Journal Entry: Sun Aug 28, 2016, 7:01 AM
Hello!

Sorry for my inactivity on groups, comments etc. Our internet only works randomly (service comes tomorrow... At least we hope so (TELEKOM)) and we have a heat wave - 91.4° to 96.8°F (33-36°C). So don't feel very good right now, way to hot for me. Our appartment is an oven :faint:

So sorry, please be patient. :)

  • Listening to: BABYMETAL
  • Reading: Tom Clancy - In Hunt For Red October
  • Watching: Burn Notice
  • Playing: Torchlight II
  • Eating: Wraps
  • Drinking: Tea

Another Crocodile Tears Journal

Thu Aug 18, 2016, 5:22 AM
Hi there!

My health is worse these days and I need to go to a specialist.
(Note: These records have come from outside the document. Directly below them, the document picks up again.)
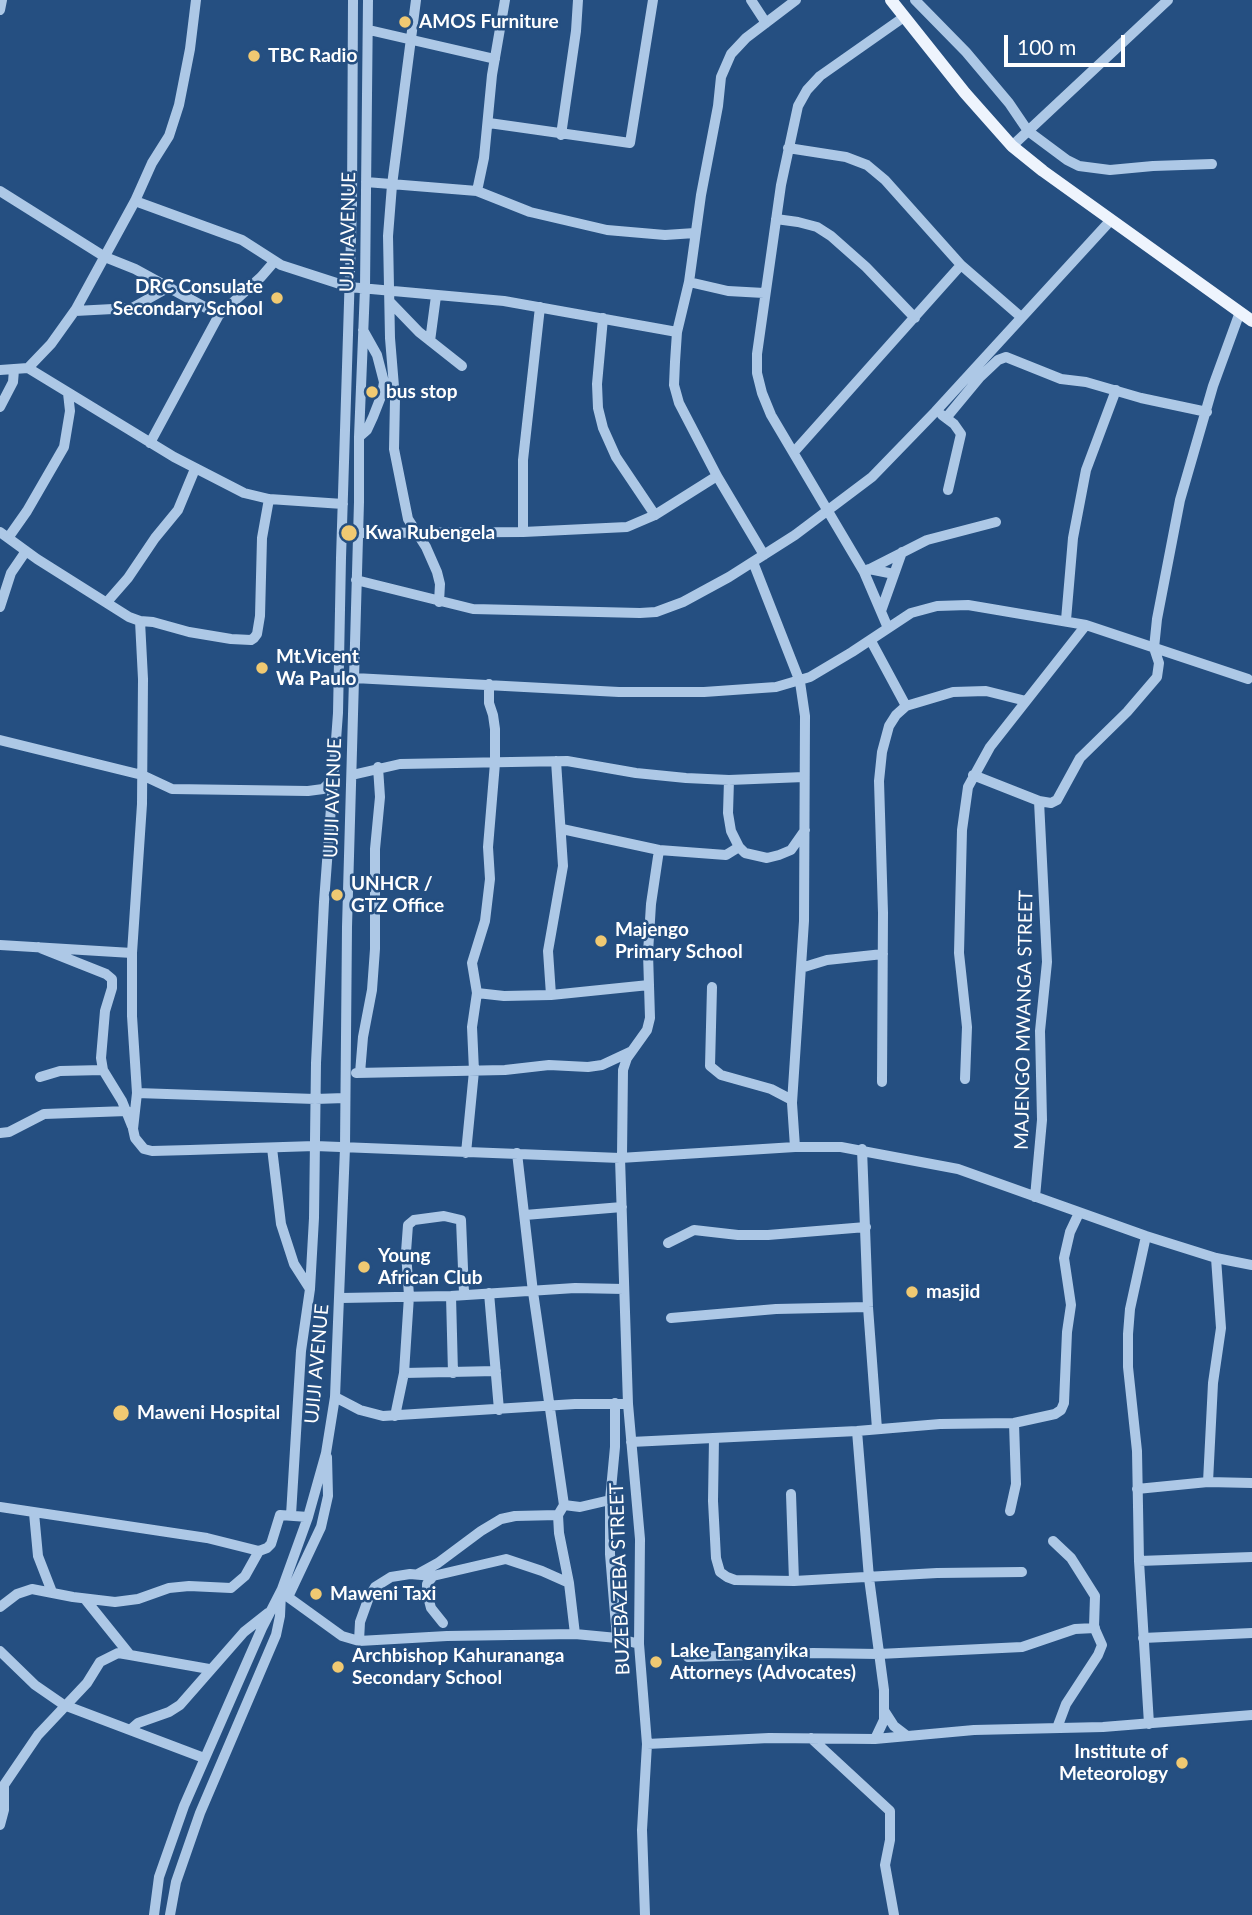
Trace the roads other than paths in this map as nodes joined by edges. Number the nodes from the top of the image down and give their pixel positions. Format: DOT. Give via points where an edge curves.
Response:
graph roads {
  1 [pos="2,0"];
  2 [pos="196,0"];
  3 [pos="353,0"];
  4 [pos="368,0"];
  5 [pos="416,0"];
  6 [pos="505,0"];
  7 [pos="577,0"];
  8 [pos="653,0"];
  9 [pos="751,0"];
  10 [pos="796,0"];
  11 [pos="891,0"];
  12 [pos="915,0"];
  13 [pos="1168,0"];
  14 [pos="0,10"];
  15 [pos="904,18"];
  16 [pos="766,23"];
  17 [pos="369,30"];
  18 [pos="410,40"];
  19 [pos="495,59"];
  20 [pos="489,123"];
  21 [pos="1028,131"];
  22 [pos="561,135"];
  23 [pos="1012,146"];
  24 [pos="788,148"];
  25 [pos="1212,164"];
  26 [pos="366,182"];
  27 [pos="392,185"];
  28 [pos="0,191"];
  29 [pos="477,191"];
  30 [pos="135,201"];
  31 [pos="776,219"];
  32 [pos="1111,220"];
  33 [pos="695,233"];
  34 [pos="104,257"];
  35 [pos="274,262"];
  36 [pos="961,265"];
  37 [pos="689,282"];
  38 [pos="171,288"];
  39 [pos="349,288"];
  40 [pos="365,288"];
  41 [pos="764,293"];
  42 [pos="436,296"];
  43 [pos="390,297"];
  44 [pos="540,307"];
  45 [pos="75,311"];
  46 [pos="1240,312"];
  47 [pos="219,315"];
  48 [pos="1021,317"];
  49 [pos="603,318"];
  50 [pos="915,318"];
  51 [pos="1252,321"];
  52 [pos="363,330"];
  53 [pos="677,332"];
  54 [pos="430,341"];
  55 [pos="462,366"];
  56 [pos="28,368"];
  57 [pos="0,370"];
  58 [pos="14,370"];
  59 [pos="1116,390"];
  60 [pos="68,393"];
  61 [pos="0,407"];
  62 [pos="935,412"];
  63 [pos="1207,412"];
  64 [pos="946,418"];
  65 [pos="359,437"];
  66 [pos="150,443"];
  67 [pos="794,453"];
  68 [pos="195,469"];
  69 [pos="717,476"];
  70 [pos="948,490"];
  71 [pos="269,499"];
  72 [pos="343,505"];
  73 [pos="828,512"];
  74 [pos="655,515"];
  75 [pos="996,522"];
  76 [pos="416,531"];
  77 [pos="523,532"];
  78 [pos="357,533"];
  79 [pos="4,535"];
  80 [pos="26,551"];
  81 [pos="902,552"];
  82 [pos="764,555"];
  83 [pos="753,562"];
  84 [pos="866,570"];
  85 [pos="894,574"];
  86 [pos="356,580"];
  87 [pos="107,602"];
  88 [pos="439,602"];
  89 [pos="0,607"];
  90 [pos="881,611"];
  91 [pos="1066,620"];
  92 [pos="140,621"];
  93 [pos="1087,625"];
  94 [pos="888,628"];
  95 [pos="871,640"];
  96 [pos="1154,648"];
  97 [pos="354,678"];
  98 [pos="1248,679"];
  99 [pos="800,682"];
  100 [pos="489,684"];
  101 [pos="1026,701"];
  102 [pos="906,706"];
  103 [pos="0,740"];
  104 [pos="556,761"];
  105 [pos="495,763"];
  106 [pos="378,767"];
  107 [pos="142,775"];
  108 [pos="352,775"];
  109 [pos="973,775"];
  110 [pos="804,777"];
  111 [pos="334,778"];
  112 [pos="729,780"];
  113 [pos="1039,801"];
  114 [pos="562,829"];
  115 [pos="805,830"];
  116 [pos="738,847"];
  117 [pos="659,850"];
  118 [pos="0,945"];
  119 [pos="38,947"];
  120 [pos="132,954"];
  121 [pos="883,954"];
  122 [pos="801,968"];
  123 [pos="649,985"];
  124 [pos="712,987"];
  125 [pos="477,993"];
  126 [pos="551,995"];
  127 [pos="632,1051"];
  128 [pos="103,1070"];
  129 [pos="474,1071"];
  130 [pos="346,1073"];
  131 [pos="360,1073"];
  132 [pos="40,1077"];
  133 [pos="965,1079"];
  134 [pos="882,1082"];
  135 [pos="137,1093"];
  136 [pos="345,1098"];
  137 [pos="315,1099"];
  138 [pos="792,1100"];
  139 [pos="127,1111"];
  140 [pos="133,1129"];
  141 [pos="3,1134"];
  142 [pos="315,1146"];
  143 [pos="272,1147"];
  144 [pos="795,1147"];
  145 [pos="345,1148"];
  146 [pos="862,1149"];
  147 [pos="466,1153"];
  148 [pos="517,1153"];
  149 [pos="621,1157"];
  150 [pos="1035,1197"];
  151 [pos="622,1208"];
  152 [pos="1079,1213"];
  153 [pos="525,1214"];
  154 [pos="866,1227"];
  155 [pos="1146,1236"];
  156 [pos="668,1243"];
  157 [pos="1216,1258"];
  158 [pos="1252,1265"];
  159 [pos="310,1289"];
  160 [pos="624,1289"];
  161 [pos="533,1292"];
  162 [pos="464,1293"];
  163 [pos="489,1293"];
  164 [pos="409,1296"];
  165 [pos="451,1296"];
  166 [pos="341,1298"];
  167 [pos="868,1307"];
  168 [pos="671,1318"];
  169 [pos="496,1371"];
  170 [pos="404,1373"];
  171 [pos="453,1373"];
  172 [pos="335,1397"];
  173 [pos="615,1403"];
  174 [pos="628,1404"];
  175 [pos="551,1406"];
  176 [pos="499,1410"];
  177 [pos="395,1416"];
  178 [pos="1014,1423"];
  179 [pos="877,1429"];
  180 [pos="857,1431"];
  181 [pos="714,1438"];
  182 [pos="631,1442"];
  183 [pos="326,1453"];
  184 [pos="1208,1482"];
  185 [pos="1252,1483"];
  186 [pos="1137,1489"];
  187 [pos="791,1494"];
  188 [pos="610,1500"];
  189 [pos="564,1505"];
  190 [pos="0,1507"];
  191 [pos="1010,1511"];
  192 [pos="34,1513"];
  193 [pos="291,1515"];
  194 [pos="558,1515"];
  195 [pos="308,1517"];
  196 [pos="1053,1541"];
  197 [pos="259,1551"];
  198 [pos="1252,1557"];
  199 [pos="1139,1561"];
  200 [pos="1022,1572"];
  201 [pos="417,1575"];
  202 [pos="433,1576"];
  203 [pos="869,1578"];
  204 [pos="794,1581"];
  205 [pos="569,1583"];
  206 [pos="52,1592"];
  207 [pos="285,1593"];
  208 [pos="85,1599"];
  209 [pos="0,1607"];
  210 [pos="269,1612"];
  211 [pos="443,1623"];
  212 [pos="1095,1628"];
  213 [pos="1252,1633"];
  214 [pos="575,1634"];
  215 [pos="617,1638"];
  216 [pos="1143,1638"];
  217 [pos="359,1641"];
  218 [pos="639,1644"];
  219 [pos="0,1651"];
  220 [pos="879,1654"];
  221 [pos="130,1655"];
  222 [pos="688,1657"];
  223 [pos="209,1669"];
  224 [pos="64,1705"];
  225 [pos="885,1711"];
  226 [pos="1252,1715"];
  227 [pos="1149,1724"];
  228 [pos="1057,1728"];
  229 [pos="130,1730"];
  230 [pos="907,1736"];
  231 [pos="811,1738"];
  232 [pos="875,1739"];
  233 [pos="646,1744"];
  234 [pos="204,1758"];
  235 [pos="0,1825"];
  236 [pos="153,1915"];
  237 [pos="170,1915"];
  238 [pos="645,1915"];
  239 [pos="894,1915"];
  1 -- 14 [label="street"];
  2 -- 30 [label="street" via="179,105 169,136"];
  3 -- 39 [label="street"];
  4 -- 17 [label="street, UJIJI AVENUE"];
  5 -- 18 [label="street"];
  6 -- 19 [label="street"];
  7 -- 22 [label="street"];
  8 -- 22 [label="street" via="630,143"];
  9 -- 16 [label="street"];
  10 -- 16 [label="street"];
  11 -- 15 [label="main road"];
  12 -- 21 [label="street" via="972,60"];
  13 -- 21 [label="street"];
  15 -- 23 [label="main road"];
  15 -- 24 [label="street" via="807,90 797,106"];
  16 -- 33 [label="street" via="731,54 721,77"];
  17 -- 18 [label="street"];
  17 -- 26 [label="street, UJIJI AVENUE"];
  18 -- 19 [label="street"];
  18 -- 27 [label="street"];
  19 -- 20 [label="street"];
  20 -- 22 [label="street"];
  20 -- 29 [label="street"];
  21 -- 23 [label="street"];
  21 -- 25 [label="street" via="1079,166 1110,170"];
  23 -- 32 [label="main road"];
  24 -- 31 [label="street"];
  24 -- 36 [label="street" via="867,165"];
  26 -- 27 [label="street"];
  26 -- 40 [label="street, UJIJI AVENUE"];
  27 -- 29 [label="street"];
  27 -- 43 [label="street"];
  28 -- 34 [label="street"];
  29 -- 33 [label="street" via="530,212 607,230"];
  30 -- 34 [label="street"];
  30 -- 35 [label="street" via="242,240"];
  31 -- 41 [label="street"];
  31 -- 50 [label="street" via="798,222 831,236"];
  32 -- 46 [label="main road"];
  32 -- 48 [label="street"];
  33 -- 37 [label="street"];
  34 -- 38 [label="street"];
  34 -- 45 [label="street"];
  35 -- 39 [label="street"];
  35 -- 47 [label="street"];
  36 -- 48 [label="street"];
  36 -- 50 [label="street"];
  37 -- 41 [label="street"];
  37 -- 53 [label="street"];
  38 -- 45 [label="street" via="132,308"];
  38 -- 47 [label="street"];
  39 -- 40 [label="street"];
  39 -- 72 [label="street"];
  40 -- 43 [label="street"];
  40 -- 52 [label="street, UJIJI AVENUE"];
  41 -- 67 [label="street" via="757,373 762,393"];
  42 -- 43 [label="street"];
  42 -- 44 [label="street"];
  42 -- 54 [label="street"];
  43 -- 54 [label="street"];
  43 -- 76 [label="street" via="394,449 408,519"];
  44 -- 49 [label="street"];
  44 -- 77 [label="street" via="523,460"];
  45 -- 56 [label="street"];
  46 -- 51 [label="main road"];
  46 -- 63 [label="street"];
  47 -- 66 [label="street"];
  48 -- 62 [label="street"];
  49 -- 53 [label="street"];
  49 -- 74 [label="street" via="597,384 603,428 616,457"];
  50 -- 67 [label="street"];
  52 -- 65 [label="street, UJIJI AVENUE"];
  52 -- 65 [label="street" via="377,355 384,383 367,430"];
  53 -- 69 [label="street" via="674,385"];
  54 -- 55 [label="street"];
  56 -- 58 [label="street"];
  56 -- 60 [label="street"];
  57 -- 58 [label="street"];
  58 -- 61 [label="street"];
  59 -- 63 [label="street"];
  59 -- 64 [label="street" via="1060,379 1002,358"];
  59 -- 91 [label="street" via="1086,470 1073,538"];
  60 -- 66 [label="street"];
  60 -- 79 [label="street" via="64,447 27,511"];
  62 -- 64 [label="street"];
  62 -- 73 [label="street" via="872,477"];
  63 -- 96 [label="street" via="1180,500"];
  64 -- 70 [label="street" via="961,434"];
  65 -- 78 [label="street, UJIJI AVENUE"];
  66 -- 68 [label="street"];
  67 -- 73 [label="street"];
  68 -- 71 [label="street" via="244,493"];
  68 -- 87 [label="street" via="178,510"];
  69 -- 74 [label="street"];
  69 -- 82 [label="street"];
  71 -- 72 [label="street"];
  71 -- 92 [label="street" via="262,538 262,601 254,638 230,639"];
  72 -- 111 [label="street"];
  73 -- 82 [label="street"];
  73 -- 84 [label="street"];
  74 -- 77 [label="street" via="627,527"];
  75 -- 81 [label="street" via="927,540"];
  76 -- 77 [label="street"];
  76 -- 78 [label="street"];
  76 -- 88 [label="street" via="437,572"];
  78 -- 86 [label="street, UJIJI AVENUE"];
  79 -- 80 [label="street"];
  80 -- 87 [label="street"];
  80 -- 89 [label="street" via="11,573"];
  81 -- 84 [label="street"];
  81 -- 85 [label="street"];
  82 -- 83 [label="street"];
  83 -- 88 [label="street" via="695,596 656,612 473,609"];
  83 -- 99 [label="street"];
  84 -- 85 [label="street"];
  84 -- 90 [label="street"];
  85 -- 90 [label="street"];
  86 -- 88 [label="street"];
  86 -- 97 [label="street, UJIJI AVENUE"];
  87 -- 92 [label="street"];
  90 -- 94 [label="street"];
  91 -- 93 [label="street"];
  91 -- 94 [label="street" via="968,605 937,606 911,613"];
  92 -- 107 [label="street"];
  93 -- 96 [label="street"];
  93 -- 101 [label="street"];
  94 -- 95 [label="street"];
  95 -- 99 [label="street"];
  95 -- 102 [label="street"];
  96 -- 98 [label="street"];
  96 -- 113 [label="street" via="1159,670 1150,687 1080,758 1057,800"];
  97 -- 100 [label="street"];
  97 -- 108 [label="street, UJIJI AVENUE"];
  99 -- 100 [label="street" via="750,690 658,693"];
  99 -- 110 [label="street" via="805,716"];
  100 -- 105 [label="street"];
  101 -- 102 [label="street" via="969,690"];
  101 -- 109 [label="street"];
  102 -- 121 [label="street" via="889,726 879,780"];
  103 -- 107 [label="street"];
  104 -- 105 [label="street"];
  104 -- 112 [label="street" via="654,776"];
  104 -- 114 [label="street"];
  105 -- 106 [label="street"];
  105 -- 125 [label="street" via="488,847 491,879 485,921 472,962"];
  106 -- 108 [label="street"];
  106 -- 131 [label="street" via="375,949"];
  107 -- 111 [label="street" via="172,789 217,791 323,789"];
  107 -- 120 [label="street"];
  108 -- 130 [label="street, UJIJI AVENUE"];
  109 -- 113 [label="street"];
  109 -- 133 [label="street" via="962,830"];
  110 -- 112 [label="street"];
  110 -- 115 [label="street"];
  111 -- 137 [label="street"];
  112 -- 116 [label="street" via="728,813"];
  113 -- 150 [label="street, MAJENGO MWANGA STREET" via="1047,962"];
  114 -- 117 [label="street"];
  114 -- 126 [label="street" via="563,866 548,951"];
  115 -- 116 [label="street" via="791,850 779,855 756,856"];
  115 -- 122 [label="street"];
  116 -- 117 [label="street" via="726,855"];
  117 -- 123 [label="street, BUZEBAZEBA STREET" via="651,904"];
  118 -- 119 [label="street"];
  119 -- 120 [label="street"];
  119 -- 128 [label="street" via="112,979 102,1034"];
  120 -- 135 [label="street"];
  121 -- 122 [label="street" via="827,960"];
  121 -- 134 [label="street"];
  122 -- 138 [label="street"];
  123 -- 126 [label="street"];
  123 -- 127 [label="street, BUZEBAZEBA STREET" via="647,1030"];
  124 -- 138 [label="street" via="710,1066 721,1075"];
  125 -- 126 [label="street"];
  125 -- 129 [label="street" via="472,1027"];
  127 -- 129 [label="street" via="602,1065"];
  127 -- 149 [label="street, BUZEBAZEBA STREET" via="623,1070"];
  128 -- 132 [label="street"];
  128 -- 139 [label="street"];
  129 -- 131 [label="street"];
  129 -- 147 [label="street"];
  130 -- 131 [label="street"];
  130 -- 136 [label="street, UJIJI AVENUE"];
  135 -- 137 [label="street"];
  135 -- 140 [label="street"];
  136 -- 137 [label="street"];
  136 -- 145 [label="street, UJIJI AVENUE"];
  137 -- 142 [label="street"];
  138 -- 144 [label="street"];
  139 -- 140 [label="street"];
  139 -- 141 [label="street" via="44,1114"];
  140 -- 143 [label="street" via="138,1144 152,1151"];
  142 -- 143 [label="street"];
  142 -- 145 [label="street"];
  142 -- 159 [label="street"];
  143 -- 159 [label="street" via="281,1224 294,1264"];
  144 -- 146 [label="street"];
  144 -- 149 [label="street"];
  145 -- 147 [label="street"];
  145 -- 166 [label="street, UJIJI AVENUE"];
  146 -- 150 [label="street" via="958,1169"];
  146 -- 154 [label="street"];
  147 -- 148 [label="street"];
  148 -- 149 [label="street"];
  148 -- 153 [label="street"];
  149 -- 151 [label="street, BUZEBAZEBA STREET"];
  150 -- 152 [label="street"];
  151 -- 153 [label="street"];
  151 -- 160 [label="street, BUZEBAZEBA STREET"];
  152 -- 155 [label="street"];
  152 -- 178 [label="street" via="1064,1258 1071,1305 1064,1403 1061,1410 1045,1418"];
  153 -- 161 [label="street"];
  154 -- 156 [label="street" via="768,1235 694,1230"];
  154 -- 167 [label="street"];
  155 -- 157 [label="street"];
  155 -- 186 [label="street" via="1128,1334"];
  157 -- 158 [label="street"];
  157 -- 184 [label="street" via="1221,1340 1213,1383"];
  159 -- 193 [label="street" via="301,1353"];
  160 -- 161 [label="street"];
  160 -- 174 [label="street, BUZEBAZEBA STREET"];
  161 -- 163 [label="street"];
  161 -- 175 [label="street"];
  162 -- 163 [label="street"];
  162 -- 164 [label="street" via="463,1224 458,1217 444,1216 408,1225"];
  162 -- 165 [label="street"];
  163 -- 169 [label="street"];
  164 -- 165 [label="street"];
  164 -- 166 [label="street"];
  164 -- 170 [label="street"];
  165 -- 171 [label="street"];
  166 -- 172 [label="street, UJIJI AVENUE"];
  167 -- 168 [label="street" via="776,1308"];
  167 -- 179 [label="street"];
  169 -- 171 [label="street"];
  169 -- 176 [label="street"];
  170 -- 171 [label="street"];
  170 -- 177 [label="street"];
  172 -- 177 [label="street" via="373,1414"];
  172 -- 183 [label="street, UJIJI AVENUE"];
  173 -- 174 [label="street"];
  173 -- 175 [label="street"];
  173 -- 188 [label="street"];
  174 -- 182 [label="street, BUZEBAZEBA STREET"];
  175 -- 176 [label="street"];
  175 -- 189 [label="street"];
  176 -- 177 [label="street"];
  178 -- 179 [label="street"];
  178 -- 191 [label="street" via="1016,1484"];
  179 -- 180 [label="street"];
  180 -- 181 [label="street"];
  180 -- 203 [label="street"];
  181 -- 182 [label="street"];
  181 -- 204 [label="street" via="713,1501 720,1572 735,1580"];
  182 -- 218 [label="street, BUZEBAZEBA STREET" via="640,1539"];
  183 -- 195 [label="street, UJIJI AVENUE"];
  183 -- 207 [label="street" via="328,1496 321,1527"];
  184 -- 185 [label="street"];
  184 -- 186 [label="street"];
  186 -- 199 [label="street"];
  187 -- 204 [label="street"];
  188 -- 189 [label="street" via="580,1507"];
  188 -- 215 [label="street"];
  189 -- 194 [label="street"];
  190 -- 192 [label="street"];
  192 -- 197 [label="street" via="207,1538"];
  192 -- 206 [label="street" via="38,1556"];
  193 -- 195 [label="street"];
  193 -- 197 [label="street" via="278,1517 271,1544"];
  194 -- 201 [label="street" via="501,1519"];
  194 -- 205 [label="street"];
  195 -- 207 [label="street, UJIJI AVENUE"];
  196 -- 212 [label="street" via="1071,1558 1095,1596"];
  197 -- 208 [label="street" via="231,1588 169,1588 115,1602"];
  198 -- 199 [label="street"];
  199 -- 216 [label="street"];
  200 -- 203 [label="street"];
  201 -- 202 [label="street"];
  201 -- 217 [label="street" via="391,1577 375,1587 364,1609"];
  202 -- 205 [label="street" via="506,1559"];
  202 -- 211 [label="street" via="427,1593 431,1608"];
  203 -- 204 [label="street"];
  203 -- 220 [label="street"];
  205 -- 214 [label="street"];
  206 -- 208 [label="street"];
  206 -- 209 [label="street" via="27,1590"];
  207 -- 210 [label="street, UJIJI AVENUE"];
  207 -- 217 [label="street" via="342,1636"];
  207 -- 237 [label="street, UJIJI AVENUE" via="275,1635 200,1813 176,1882"];
  208 -- 221 [label="street"];
  210 -- 223 [label="street" via="249,1626"];
  210 -- 234 [label="street, UJIJI AVENUE"];
  212 -- 220 [label="street" via="1075,1629 1022,1647"];
  212 -- 228 [label="street" via="1102,1639 1101,1650 1066,1704"];
  213 -- 216 [label="street"];
  214 -- 215 [label="street"];
  214 -- 217 [label="street"];
  215 -- 218 [label="street"];
  216 -- 227 [label="street"];
  218 -- 233 [label="street, BUZEBAZEBA STREET"];
  219 -- 224 [label="street"];
  220 -- 222 [label="street"];
  220 -- 225 [label="street"];
  221 -- 223 [label="street"];
  221 -- 224 [label="street" via="118,1653 100,1662 87,1683"];
  223 -- 229 [label="street" via="175,1709"];
  224 -- 229 [label="street"];
  224 -- 235 [label="street" via="7,1778"];
  225 -- 230 [label="street"];
  225 -- 232 [label="street"];
  226 -- 227 [label="street"];
  227 -- 228 [label="street"];
  228 -- 230 [label="street"];
  229 -- 234 [label="street"];
  230 -- 232 [label="street"];
  231 -- 232 [label="street"];
  231 -- 233 [label="street"];
  231 -- 239 [label="street" via="890,1811 885,1865"];
  233 -- 238 [label="street, BUZEBAZEBA STREET"];
  234 -- 236 [label="street, UJIJI AVENUE" via="159,1877"];
}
It seems that besides my Bipolar Disorder and my endometriosis I have another health problem. I wonder when this will finally end. It's not sure but it seems I have an "internal" problem with lungs, heart or thyroid gland. That's why I feel so tired and weak all the time. Maybe my meds caused a damage on the lungs or thyroid gland or my heart has a problem (which can cause water in the lungs). The heart is a genetical problem to both sides of my family (father's side and mother's side).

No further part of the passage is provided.